[WHAT THIS TASK INVOLVES]
Would you output the whole of the data exactly?

─── INPUT DATA ───

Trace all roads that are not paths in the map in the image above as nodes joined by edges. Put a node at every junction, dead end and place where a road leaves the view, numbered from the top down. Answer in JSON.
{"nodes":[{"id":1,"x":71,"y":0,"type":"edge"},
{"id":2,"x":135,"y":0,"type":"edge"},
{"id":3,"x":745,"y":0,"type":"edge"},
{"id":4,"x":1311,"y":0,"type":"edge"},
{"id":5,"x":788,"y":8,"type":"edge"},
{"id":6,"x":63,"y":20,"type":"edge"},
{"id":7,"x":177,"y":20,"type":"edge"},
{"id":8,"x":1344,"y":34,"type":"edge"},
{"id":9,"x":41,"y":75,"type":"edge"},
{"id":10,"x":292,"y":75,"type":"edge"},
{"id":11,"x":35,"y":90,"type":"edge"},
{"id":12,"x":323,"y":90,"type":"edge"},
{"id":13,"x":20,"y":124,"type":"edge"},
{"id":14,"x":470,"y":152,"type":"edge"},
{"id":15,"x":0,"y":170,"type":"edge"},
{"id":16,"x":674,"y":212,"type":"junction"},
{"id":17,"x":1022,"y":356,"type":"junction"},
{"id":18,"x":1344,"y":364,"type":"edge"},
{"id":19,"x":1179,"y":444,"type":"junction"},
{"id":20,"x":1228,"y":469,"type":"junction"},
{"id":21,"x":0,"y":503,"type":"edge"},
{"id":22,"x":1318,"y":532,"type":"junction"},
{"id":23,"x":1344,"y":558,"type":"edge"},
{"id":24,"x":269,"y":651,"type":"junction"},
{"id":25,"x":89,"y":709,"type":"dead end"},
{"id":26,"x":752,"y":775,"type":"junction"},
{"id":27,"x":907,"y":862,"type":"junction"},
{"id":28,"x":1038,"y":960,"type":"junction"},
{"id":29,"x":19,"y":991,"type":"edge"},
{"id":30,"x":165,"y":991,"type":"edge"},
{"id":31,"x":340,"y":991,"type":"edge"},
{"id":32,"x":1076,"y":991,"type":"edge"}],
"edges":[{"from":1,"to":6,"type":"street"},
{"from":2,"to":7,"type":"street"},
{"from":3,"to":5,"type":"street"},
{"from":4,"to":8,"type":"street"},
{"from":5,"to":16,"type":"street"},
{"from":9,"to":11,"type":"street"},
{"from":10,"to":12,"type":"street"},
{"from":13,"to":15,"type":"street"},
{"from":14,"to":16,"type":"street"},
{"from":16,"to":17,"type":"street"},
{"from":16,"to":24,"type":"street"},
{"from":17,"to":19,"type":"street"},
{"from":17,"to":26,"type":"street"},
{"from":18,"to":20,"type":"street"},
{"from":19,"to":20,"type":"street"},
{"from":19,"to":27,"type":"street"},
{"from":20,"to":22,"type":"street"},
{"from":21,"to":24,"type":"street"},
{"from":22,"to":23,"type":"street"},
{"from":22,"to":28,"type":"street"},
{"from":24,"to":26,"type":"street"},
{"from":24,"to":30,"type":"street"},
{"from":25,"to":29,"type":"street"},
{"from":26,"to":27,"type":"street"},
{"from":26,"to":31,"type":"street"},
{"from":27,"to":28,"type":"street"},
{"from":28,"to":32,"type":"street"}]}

───

[EXPECTED ANSWER]
Trace all roads that are not paths in the map in the image above as nodes joined by edges. Put a node at every junction, dead end and place where a road leaves the view, numbered from the top down. Answer in JSON.
{"nodes":[{"id":1,"x":71,"y":0,"type":"edge"},
{"id":2,"x":135,"y":0,"type":"edge"},
{"id":3,"x":745,"y":0,"type":"edge"},
{"id":4,"x":1311,"y":0,"type":"edge"},
{"id":5,"x":788,"y":8,"type":"edge"},
{"id":6,"x":63,"y":20,"type":"edge"},
{"id":7,"x":177,"y":20,"type":"edge"},
{"id":8,"x":1344,"y":34,"type":"edge"},
{"id":9,"x":41,"y":75,"type":"edge"},
{"id":10,"x":292,"y":75,"type":"edge"},
{"id":11,"x":35,"y":90,"type":"edge"},
{"id":12,"x":323,"y":90,"type":"edge"},
{"id":13,"x":20,"y":124,"type":"edge"},
{"id":14,"x":470,"y":152,"type":"edge"},
{"id":15,"x":0,"y":170,"type":"edge"},
{"id":16,"x":674,"y":212,"type":"junction"},
{"id":17,"x":1022,"y":356,"type":"junction"},
{"id":18,"x":1344,"y":364,"type":"edge"},
{"id":19,"x":1179,"y":444,"type":"junction"},
{"id":20,"x":1228,"y":469,"type":"junction"},
{"id":21,"x":0,"y":503,"type":"edge"},
{"id":22,"x":1318,"y":532,"type":"junction"},
{"id":23,"x":1344,"y":558,"type":"edge"},
{"id":24,"x":269,"y":651,"type":"junction"},
{"id":25,"x":89,"y":709,"type":"dead end"},
{"id":26,"x":752,"y":775,"type":"junction"},
{"id":27,"x":907,"y":862,"type":"junction"},
{"id":28,"x":1038,"y":960,"type":"junction"},
{"id":29,"x":19,"y":991,"type":"edge"},
{"id":30,"x":165,"y":991,"type":"edge"},
{"id":31,"x":340,"y":991,"type":"edge"},
{"id":32,"x":1076,"y":991,"type":"edge"}],
"edges":[{"from":1,"to":6,"type":"street"},
{"from":2,"to":7,"type":"street"},
{"from":3,"to":5,"type":"street"},
{"from":4,"to":8,"type":"street"},
{"from":5,"to":16,"type":"street"},
{"from":9,"to":11,"type":"street"},
{"from":10,"to":12,"type":"street"},
{"from":13,"to":15,"type":"street"},
{"from":14,"to":16,"type":"street"},
{"from":16,"to":17,"type":"street"},
{"from":16,"to":24,"type":"street"},
{"from":17,"to":19,"type":"street"},
{"from":17,"to":26,"type":"street"},
{"from":18,"to":20,"type":"street"},
{"from":19,"to":20,"type":"street"},
{"from":19,"to":27,"type":"street"},
{"from":20,"to":22,"type":"street"},
{"from":21,"to":24,"type":"street"},
{"from":22,"to":23,"type":"street"},
{"from":22,"to":28,"type":"street"},
{"from":24,"to":26,"type":"street"},
{"from":24,"to":30,"type":"street"},
{"from":25,"to":29,"type":"street"},
{"from":26,"to":27,"type":"street"},
{"from":26,"to":31,"type":"street"},
{"from":27,"to":28,"type":"street"},
{"from":28,"to":32,"type":"street"}]}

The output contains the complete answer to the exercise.